Triglyceride-rich lipoprotein cholesterol (TRL-C), also known as remnant cholesterol, is an important risk factor for atherosclerosis [7]. Previous studies have found that TRL-C is closely related to atherosclerosis-related diseases, such as CVD, ischemic stroke (IS), and peripheral artery disease (PAD) [8, 9]. Recently, there has been increasing evidence suggesting there is an interrelationship between atherosclerosis and DM [1012]. Therefore, TRL-C, as a risk factor for atherosclerosis, may also be closely associated with DM. However, large clinical studies for exploring the relationship between TRL-C and DM are absent. In addition, maintaining a healthy lifestyle, mainly including weight management, physical activity, smoking and alcohol cessation, and vegetable and fruit intake, is an important measure for the prevention and treatment of DM [13]. Therefore, a healthy lifestyle may affect the relationship between TRL-C and DM, and it is necessary to explore the relationship between TRL-C and DM under a healthy lifestyle.

Notably, the coexistence of DM and hypertension significantly increases the risk of CVD, stroke, nephropathy, and retinopathy [14]. Therefore, a better understanding of DM-related risk factors in hypertensive patients may reduce the enormous burden of DM and its associated complications. In order to solve the abovementioned problems, the present study aimed to examine the association between TRL-C and DM in hypertensive patients, as well as to explore the relationship between TRL-C and DM in a healthy lifestyle, by analyzing data from the China Hypertension Registry Study.

2. Materials and Methods

2.1. Study Design and Participants

The study data were drawn from the China Hypertension Registry Study (http://www.chictr.org.cn/, no: ChiCTR1800017274), and details about the purpose, protocol, and outcome of the study have been described [15]. The inclusion and exclusion criteria for the study are described in detail in Table S1. In short, this study is a large observational cohort study of patients with hypertension. The aim of the study was to explore the prevalence of hypertension in China and the risk factors that influence its treatment and prognosis. Hypertension was defined as systolic blood pressure (SBP) of values ≥ 140 mmHg and/or diastolic BP (DBP) of values ≥ 90 mmHg, self-reported history of hypertension, or the use of antihypertensive drug(s) at baseline [16]. From March to August 2018, a total of 14,268 patients with hypertension were recruited into our study in Wuyuan, Jiangxi Province, China. Finally, a total of 13,721 hypertensive patients who were untreated with lipid-lowering drugs were included in our study for analysis.

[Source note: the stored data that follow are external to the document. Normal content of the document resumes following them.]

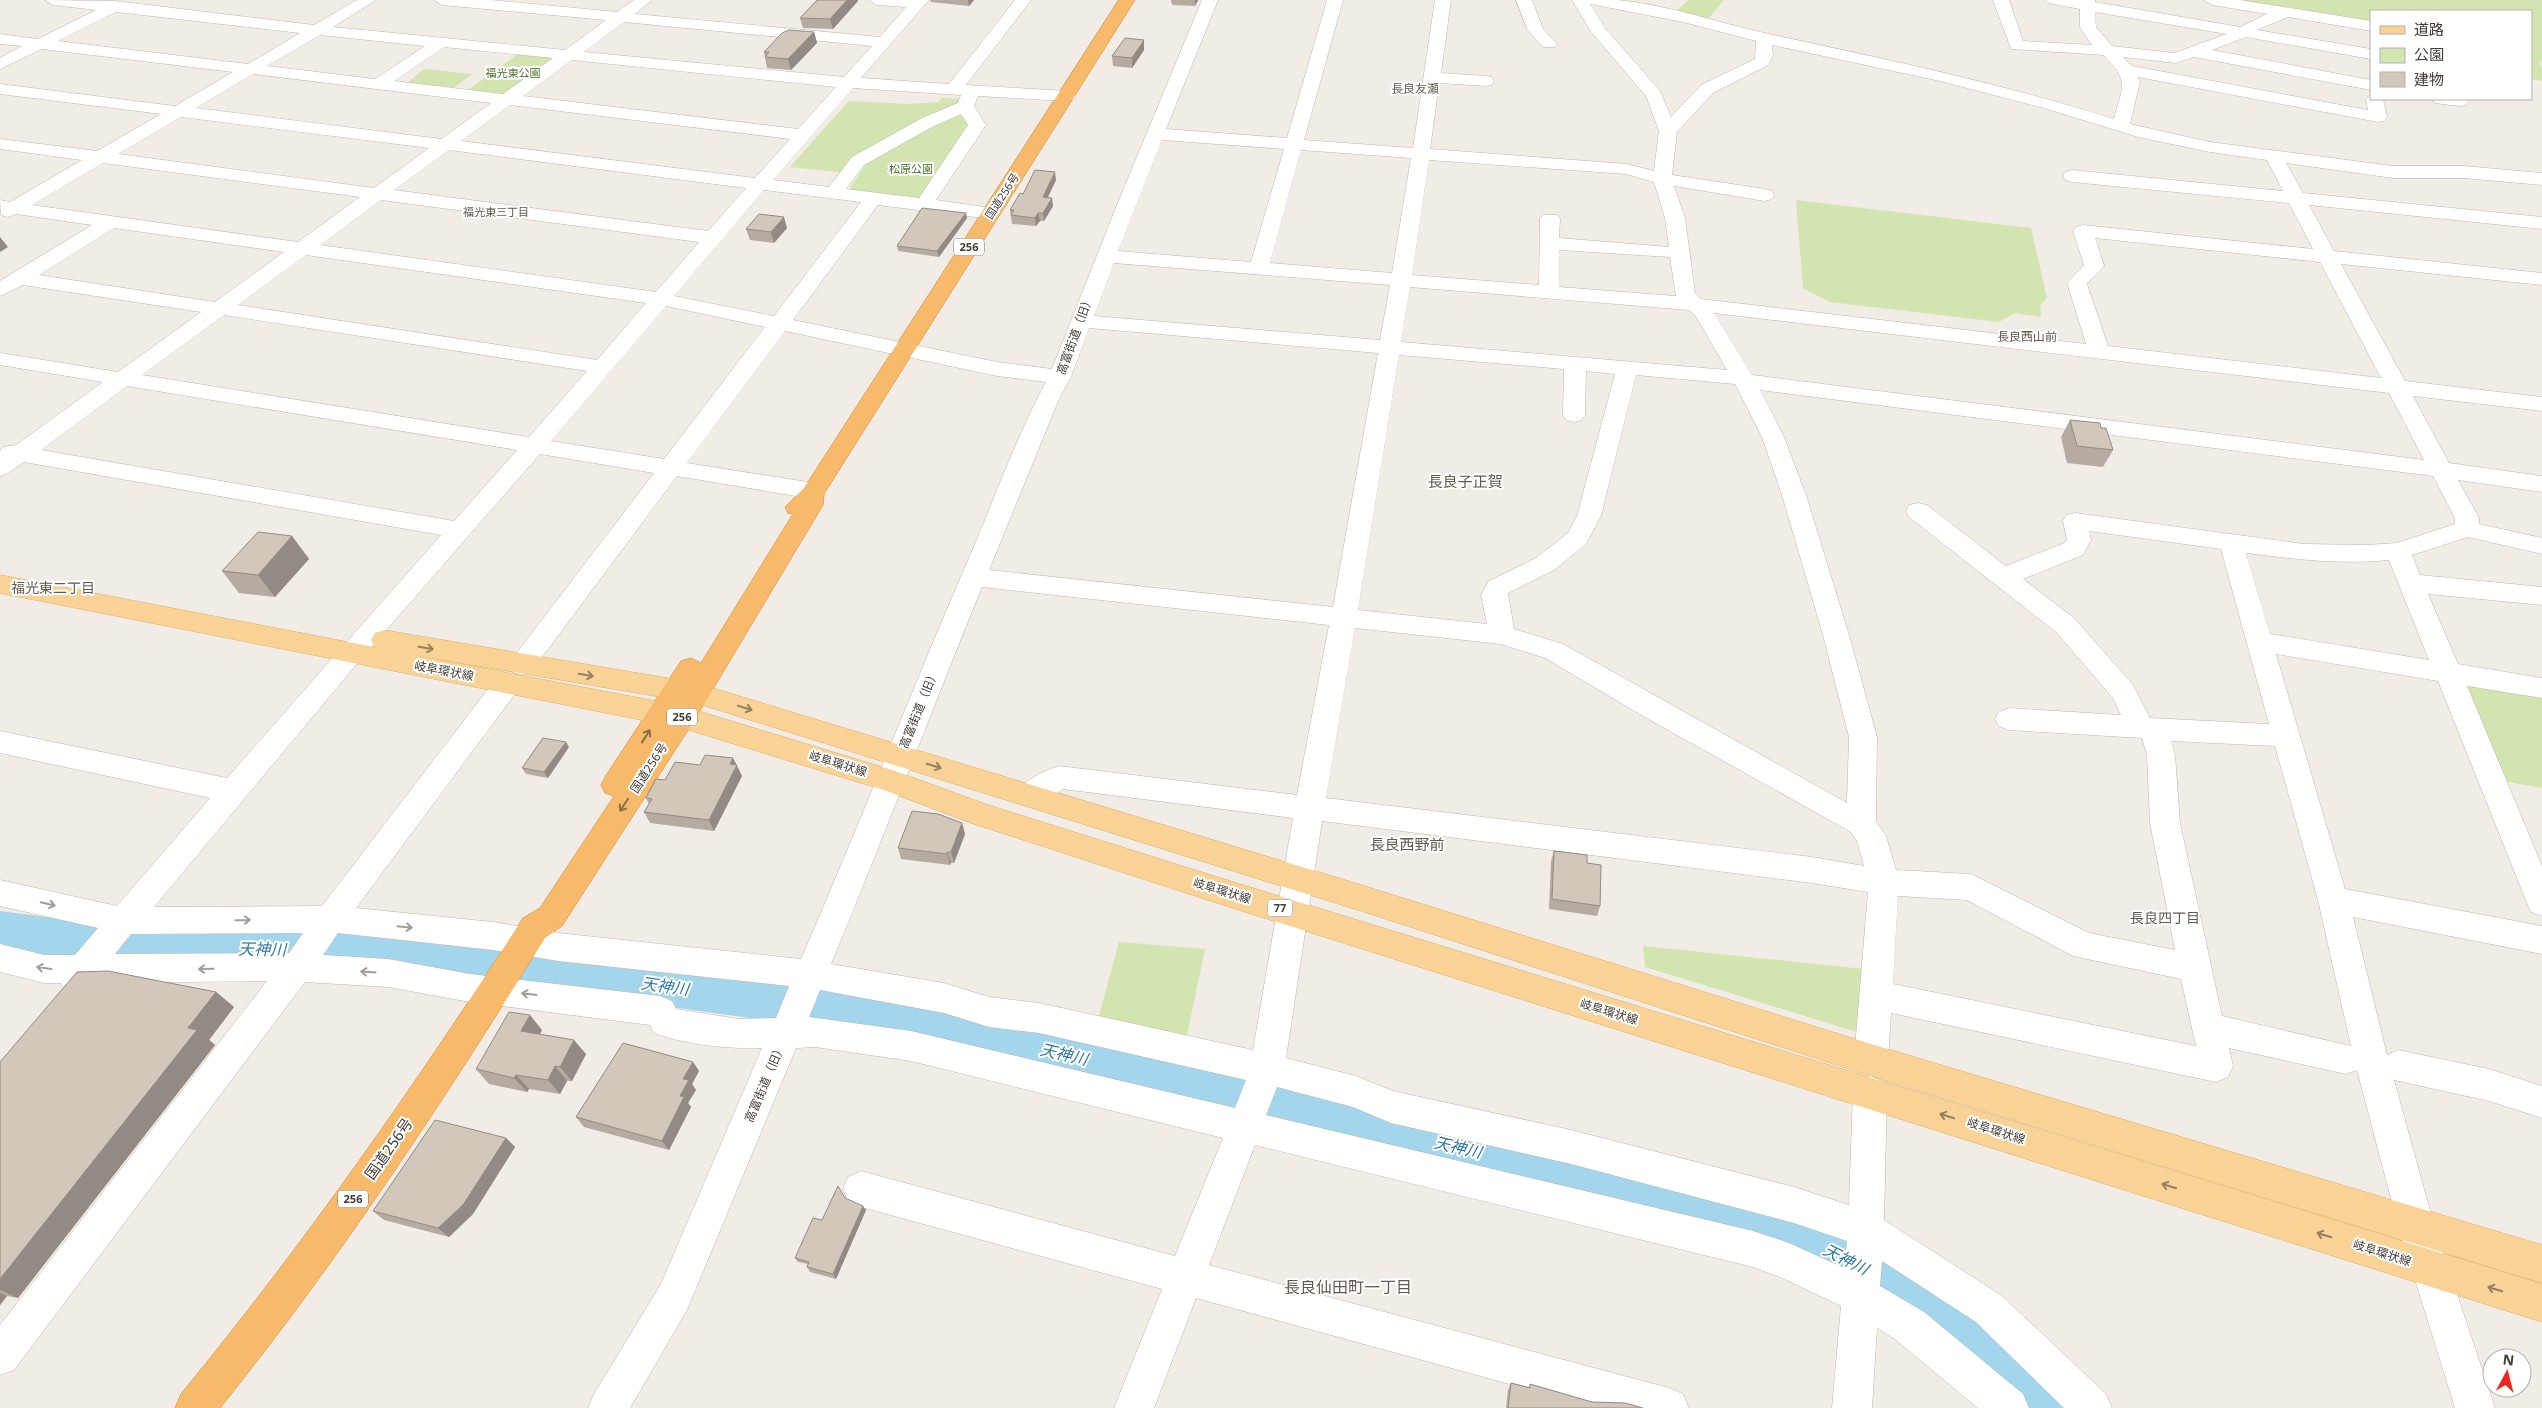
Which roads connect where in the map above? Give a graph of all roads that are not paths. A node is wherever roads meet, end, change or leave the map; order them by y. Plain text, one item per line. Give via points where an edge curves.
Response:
1 (53, 0) edge
2 (368, 0) edge
3 (442, 0) edge
4 (644, 0) edge
5 (878, 0) edge
6 (1023, 0) edge
7 (1127, 0) edge
8 (1210, 0) edge
9 (1335, 0) edge
10 (1443, 0) edge
11 (1524, 0) edge
12 (1580, 0) edge
13 (1592, 0) edge
14 (2001, 0) edge
15 (2053, 0) edge
16 (2212, 0) edge
17 (920, 2) edge
18 (120, 3) edge
19 (2088, 3) edge
20 (2287, 12) junction
21 (621, 17) junction
22 (2370, 26) edge
23 (317, 30) junction
24 (2244, 33) junction
25 (1764, 38) junction
26 (0, 39) edge
27 (441, 42) junction
28 (885, 42) junction
29 (40, 44) junction
30 (1549, 44) dead end
31 (2106, 50) junction
32 (2192, 52) junction
33 (2370, 54) edge
34 (569, 55) junction
35 (0, 64) edge
36 (250, 69) junction
37 (2126, 70) junction
38 (1431, 77) junction
39 (1486, 81) dead end
40 (849, 83) junction
41 (379, 84) junction
42 (2370, 85) edge
43 (0, 89) edge
44 (954, 89) junction
45 (1067, 96) junction
46 (968, 98) junction
47 (508, 100) junction
48 (2375, 100) edge
49 (2448, 100) edge
50 (2460, 100) edge
51 (179, 111) junction
52 (2120, 127) junction
53 (1668, 131) junction
54 (1155, 134) junction
55 (803, 135) junction
56 (0, 144) edge
57 (446, 144) junction
58 (1294, 144) junction
59 (1419, 152) junction
60 (100, 157) junction
61 (2274, 157) junction
62 (2072, 176) dead end
63 (1662, 179) junction
64 (2542, 179) edge
65 (760, 185) junction
66 (378, 194) junction
67 (832, 194) junction
68 (1765, 194) dead end
69 (873, 199) junction
70 (2296, 199) junction
71 (924, 205) junction
72 (4, 210) edge
73 (991, 213) junction
74 (1550, 219) dead end
75 (110, 222) junction
76 (2542, 223) edge
77 (712, 238) junction
78 (1550, 243) junction
79 (303, 248) junction
80 (1665, 252) dead end
81 (1106, 256) junction
82 (2326, 256) junction
83 (1259, 268) junction
84 (20, 278) junction
85 (2542, 279) edge
86 (1400, 280) junction
87 (0, 290) edge
88 (1549, 293) junction
89 (660, 299) junction
90 (1692, 304) junction
91 (220, 309) junction
92 (1080, 321) junction
93 (780, 323) junction
94 (1390, 346) junction
95 (903, 349) junction
96 (2100, 352) junction
97 (0, 359) edge
98 (1575, 364) junction
99 (602, 367) junction
100 (1627, 368) junction
101 (1060, 377) junction
102 (123, 379) junction
103 (1743, 380) junction
104 (2396, 386) junction
105 (2542, 404) edge
106 (1574, 415) dead end
107 (536, 444) junction
108 (10, 451) edge
109 (671, 467) junction
110 (0, 468) edge
111 (2442, 472) junction
112 (2542, 484) edge
113 (813, 493) junction
114 (1918, 511) dead end
115 (2466, 529) junction
116 (460, 530) junction
117 (2231, 542) junction
118 (2542, 546) edge
119 (2398, 551) junction
120 (0, 566) edge
121 (973, 576) junction
122 (2004, 577) junction
123 (2411, 583) junction
124 (0, 584) edge
125 (2542, 596) edge
126 (1343, 618) junction
127 (1502, 635) junction
128 (2260, 642) junction
129 (358, 645) junction
130 (2447, 672) junction
131 (515, 674) junction
132 (2542, 688) edge
133 (679, 703) junction
134 (2010, 719) dead end
135 (2147, 728) junction
136 (2287, 736) junction
137 (0, 742) edge
138 (896, 768) junction
139 (232, 791) junction
140 (1030, 795) junction
141 (1309, 808) junction
142 (1861, 824) junction
143 (1298, 878) junction
144 (1884, 882) junction
145 (0, 893) edge
146 (2333, 900) junction
147 (2542, 903) edge
148 (1294, 912) junction
149 (329, 919) junction
150 (121, 925) junction
151 (526, 940) junction
152 (2542, 940) edge
153 (0, 958) edge
154 (86, 967) junction
155 (297, 967) junction
156 (2194, 968) junction
157 (810, 975) junction
158 (497, 986) junction
159 (1876, 995) junction
160 (57, 998) edge
161 (788, 1028) junction
162 (2209, 1028) junction
163 (2346, 1059) dead end
164 (2398, 1066) dead end
165 (1267, 1070) junction
166 (1870, 1076) junction
167 (2542, 1102) edge
168 (1248, 1122) junction
169 (861, 1189) dead end
170 (2416, 1225) junction
171 (1866, 1234) junction
172 (2542, 1264) edge
173 (2430, 1268) junction
174 (1187, 1276) junction
175 (1860, 1291) junction
176 (2542, 1303) edge
177 (0, 1356) edge
178 (195, 1408) edge
179 (608, 1408) edge
180 (1134, 1408) edge
181 (1669, 1408) edge
182 (1852, 1408) edge
183 (2009, 1408) edge
184 (2092, 1408) edge
185 (2475, 1408) edge

1 - 18 street
2 - 23 street
3 - 21 street
4 - 21 street
5 - 17 street
6 - 44 street
7 - 45 highway, 国道256号 / 256
8 - 54 street, 高富街道（旧）
9 - 58 street
10 - 38 street
11 - 30 street via 1533,29
12 - 53 street via 1598,30 1651,88
13 - 25 street via 1684,17
14 - 31 street via 2017,46
15 - 19 street
16 - 20 street
17 - 28 street
18 - 23 street
18 - 29 street
19 - 24 street
19 - 31 street via 2088,27
20 - 22 street
20 - 24 street via 2259,22
21 - 28 street
21 - 34 street
23 - 27 street
23 - 36 street
24 - 32 street
24 - 33 street
25 - 52 street via 1942,76 2050,104
25 - 53 street via 1762,62 1707,88
26 - 29 street
27 - 34 street
27 - 41 street
28 - 40 street
29 - 35 street
29 - 36 street
31 - 32 street via 2170,58
31 - 37 street
32 - 42 street
34 - 40 street
34 - 47 street
36 - 41 street
36 - 51 street
37 - 48 street via 2378,117
37 - 52 street via 2132,82
38 - 39 street
38 - 59 street
40 - 44 street
40 - 55 street
41 - 47 street
43 - 51 street
44 - 46 street
45 - 46 street
45 - 73 highway, 国道256号 / 256
46 - 67 street via 858,161
46 - 71 street via 977,125
47 - 55 street
47 - 57 street
49 - 50 street
51 - 57 street
51 - 60 street
52 - 61 street
53 - 63 street
54 - 58 street
54 - 81 street, 高富街道（旧）
55 - 65 street
56 - 60 street
57 - 65 street
57 - 66 street
58 - 59 street
58 - 83 street
59 - 63 street via 1627,169
59 - 86 street
60 - 66 street
60 - 72 street
61 - 64 street via 2401,172 2457,172
61 - 70 street
62 - 70 street
63 - 68 street
63 - 90 street via 1675,218 1685,295
65 - 67 street
65 - 77 street
66 - 77 street
66 - 79 street
67 - 69 street
69 - 71 street
69 - 93 street
70 - 76 street
70 - 82 street
71 - 73 street
72 - 75 street
73 - 95 highway, 国道256号 / 256
74 - 78 street
75 - 79 street
75 - 84 street
77 - 89 street
78 - 80 street
78 - 88 street
79 - 89 street
79 - 91 street
81 - 83 street
81 - 92 street, 高富街道（旧）
82 - 85 street
82 - 96 street via 2084,231 2094,266 2077,283
82 - 104 street
83 - 86 street
84 - 87 street
84 - 91 street
86 - 88 street
86 - 94 street
88 - 90 street
89 - 93 street
89 - 99 street
90 - 96 street
90 - 103 street via 1704,312
91 - 99 street
91 - 102 street
92 - 94 street
92 - 101 street, 高富街道（旧）
93 - 95 street
93 - 109 street
94 - 98 street
94 - 126 street
95 - 101 street
95 - 113 highway, 国道256号 / 256
96 - 104 street
97 - 102 street
98 - 100 street
98 - 106 street
99 - 107 street
100 - 103 street
100 - 127 street via 1589,516 1577,538 1544,564 1498,587 1494,595
101 - 121 street, 高富街道（旧）
102 - 107 street
102 - 108 street
103 - 111 street
103 - 142 street via 1773,436 1794,495 1855,703 1863,737
104 - 105 street
104 - 111 street
107 - 109 street
107 - 116 street
108 - 110 street
108 - 116 street
109 - 113 street
109 - 131 street
111 - 112 street
111 - 115 street via 2467,518
113 - 133 highway, 国道256号 / 256 via 811,505
114 - 122 street
115 - 118 street
115 - 119 street
116 - 129 street
117 - 119 street via 2304,552 2367,554
117 - 122 street via 2075,521 2079,540 2074,549
117 - 128 street
119 - 123 street
120 - 129 main road, 岐阜環状線 / 77
121 - 126 street
121 - 138 street, 高富街道（旧）
122 - 135 street via 2065,625 2123,692
123 - 125 street
123 - 130 street
124 - 129 main road, 岐阜環状線 / 77
126 - 127 street
126 - 141 street
127 - 142 street via 1554,652
128 - 130 street
128 - 136 street
129 - 131 main road, 岐阜環状線 / 77
129 - 139 street
130 - 132 street
130 - 147 street
131 - 133 main road, 岐阜環状線 / 77
131 - 149 street
133 - 138 main road, 岐阜環状線 / 77
133 - 151 highway, 国道256号 / 256 via 551,917
134 - 135 street
135 - 136 street
135 - 156 street via 2161,755 2165,823
136 - 146 street
137 - 139 street
138 -> 140 main road, 岐阜環状線 / 77
138 - 148 main road, 岐阜環状線 / 77 via 981,815
138 - 157 street, 高富街道（旧）
139 - 150 street
140 - 141 street via 1059,777
140 - 143 main road, 岐阜環状線 / 77
141 - 143 street
141 - 144 street via 1812,870
142 - 144 street via 1871,836
143 - 148 street
143 - 166 main road, 岐阜環状線 / 77
144 - 156 street via 1971,887 2084,946
144 - 159 street
145 -> 150 street
146 - 152 street
146 - 170 street
148 - 165 street
148 - 166 main road, 岐阜環状線 / 77
150 -> 149 street
149 -> 151 street
149 - 155 street
150 - 154 street
151 - 157 street
151 - 158 highway, 国道256号 / 256
154 -> 153 street via 44,969
155 -> 154 street
154 - 160 street
158 -> 155 street via 388,973
155 - 177 street
156 - 162 street
157 - 161 street, 高富街道（旧）
157 - 165 street via 944,998 988,1012 1039,1018
161 -> 158 street via 730,1032 666,1022 660,1011
158 - 178 highway, 国道256号 / 256 via 411,1119 244,1349
159 - 162 street via 2216,1066
159 - 166 street
161 - 168 street via 911,1046
161 - 179 street, 高富街道（旧） via 674,1297
162 - 163 street
164 - 167 street via 2489,1085
165 - 168 street
165 - 171 street via 1356,1092 1391,1108 1589,1152 1794,1205
166 - 170 main road, 岐阜環状線 / 77
166 - 171 street
173 -> 166 main road, 岐阜環状線 / 77
168 - 174 street
168 - 175 street via 1753,1250
169 - 174 street
170 - 172 main road, 岐阜環状線 / 77
170 - 173 street
171 - 175 street
171 - 184 street via 1989,1309
176 -> 173 main road, 岐阜環状線 / 77
173 - 185 street
174 - 180 street
174 - 181 street
175 - 182 street
175 - 183 street via 1910,1326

The study was conducted in accordance with the Declaration of Helsinki and was approved by the Ethics Committee of the Anhui Medical University Biomedical Institute (no. CH1059) [17], and all study participants signed informed consent.

2.2. Data Collection and Outcome Definition

All study participants were required to collect fasting, venous blood samples by trained study staff during the baseline data collection period. Total cholesterol (TC, mmol/L), triglycerides (TG, mmol/L), low-density lipoprotein cholesterol (LDL-C, mmol/L), high-density lipoprotein cholesterol (HDL-C, mmol/L), and fasting blood glucose (FBG, mmol/L) were measured by an automatic clinical analyzer (Beckman Coulter, USA) in Biaojia Biotechnology Laboratory, Shenzhen, China. Estimated glomerular filtration rate (eGFR, ml/min/1.73 m2) was calculated using the chronic kidney disease epidemiology collaborative (CKD-EPI) formula [18]. Non-HDL-C was calculated as HDL-C subtracted from TC [7]. TRL-C was defined as non-HDL-C minus LDL-C, which was estimated by the Friedewald formula as approximately TG/5 mmol/L [19].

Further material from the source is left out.